TASK PROMPT:
Go through the data below and copy each line that includes "dead".

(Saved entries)
:::
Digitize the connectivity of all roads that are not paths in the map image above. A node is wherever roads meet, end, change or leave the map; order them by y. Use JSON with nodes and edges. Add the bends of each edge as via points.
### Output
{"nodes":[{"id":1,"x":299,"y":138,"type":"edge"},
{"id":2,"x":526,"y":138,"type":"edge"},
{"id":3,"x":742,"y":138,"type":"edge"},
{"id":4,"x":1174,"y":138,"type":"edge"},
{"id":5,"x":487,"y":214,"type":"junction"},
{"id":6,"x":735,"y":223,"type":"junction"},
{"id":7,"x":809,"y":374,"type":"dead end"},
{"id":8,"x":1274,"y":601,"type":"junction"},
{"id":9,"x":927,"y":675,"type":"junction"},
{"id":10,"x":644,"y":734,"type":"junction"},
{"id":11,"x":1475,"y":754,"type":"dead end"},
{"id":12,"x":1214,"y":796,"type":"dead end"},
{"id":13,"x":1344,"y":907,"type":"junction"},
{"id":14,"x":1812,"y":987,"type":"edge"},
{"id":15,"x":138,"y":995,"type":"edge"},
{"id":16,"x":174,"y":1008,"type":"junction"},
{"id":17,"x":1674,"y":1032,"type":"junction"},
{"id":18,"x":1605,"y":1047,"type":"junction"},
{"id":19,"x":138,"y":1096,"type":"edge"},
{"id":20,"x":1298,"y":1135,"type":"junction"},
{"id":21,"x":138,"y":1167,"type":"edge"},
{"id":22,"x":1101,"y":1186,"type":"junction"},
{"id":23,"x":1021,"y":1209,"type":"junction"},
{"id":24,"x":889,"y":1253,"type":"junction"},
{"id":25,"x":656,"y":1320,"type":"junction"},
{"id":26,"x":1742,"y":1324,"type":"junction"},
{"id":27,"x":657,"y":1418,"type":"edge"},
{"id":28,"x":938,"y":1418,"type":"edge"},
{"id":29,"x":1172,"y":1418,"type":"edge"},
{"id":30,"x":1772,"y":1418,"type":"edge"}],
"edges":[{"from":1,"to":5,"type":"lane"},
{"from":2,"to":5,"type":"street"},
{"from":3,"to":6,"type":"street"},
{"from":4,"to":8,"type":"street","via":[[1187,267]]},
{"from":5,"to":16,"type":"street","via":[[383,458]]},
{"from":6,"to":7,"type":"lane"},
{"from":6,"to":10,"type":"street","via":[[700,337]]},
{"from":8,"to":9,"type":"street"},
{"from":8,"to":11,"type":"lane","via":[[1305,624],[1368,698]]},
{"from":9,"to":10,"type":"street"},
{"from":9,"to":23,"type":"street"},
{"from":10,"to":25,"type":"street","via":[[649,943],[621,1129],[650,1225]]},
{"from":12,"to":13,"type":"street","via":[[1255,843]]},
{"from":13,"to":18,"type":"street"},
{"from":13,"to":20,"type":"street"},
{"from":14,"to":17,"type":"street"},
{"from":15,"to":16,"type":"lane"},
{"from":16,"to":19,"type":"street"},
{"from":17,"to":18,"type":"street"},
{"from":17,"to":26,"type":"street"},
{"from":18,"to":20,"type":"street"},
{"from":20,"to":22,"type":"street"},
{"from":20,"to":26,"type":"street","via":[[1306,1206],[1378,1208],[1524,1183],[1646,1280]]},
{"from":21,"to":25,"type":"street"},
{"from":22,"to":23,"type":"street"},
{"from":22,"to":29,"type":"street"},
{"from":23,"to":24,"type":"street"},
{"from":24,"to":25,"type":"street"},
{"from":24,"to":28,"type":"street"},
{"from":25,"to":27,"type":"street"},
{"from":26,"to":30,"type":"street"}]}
:::
SOLUTION:
{"id":7,"x":809,"y":374,"type":"dead end"},
{"id":11,"x":1475,"y":754,"type":"dead end"},
{"id":12,"x":1214,"y":796,"type":"dead end"},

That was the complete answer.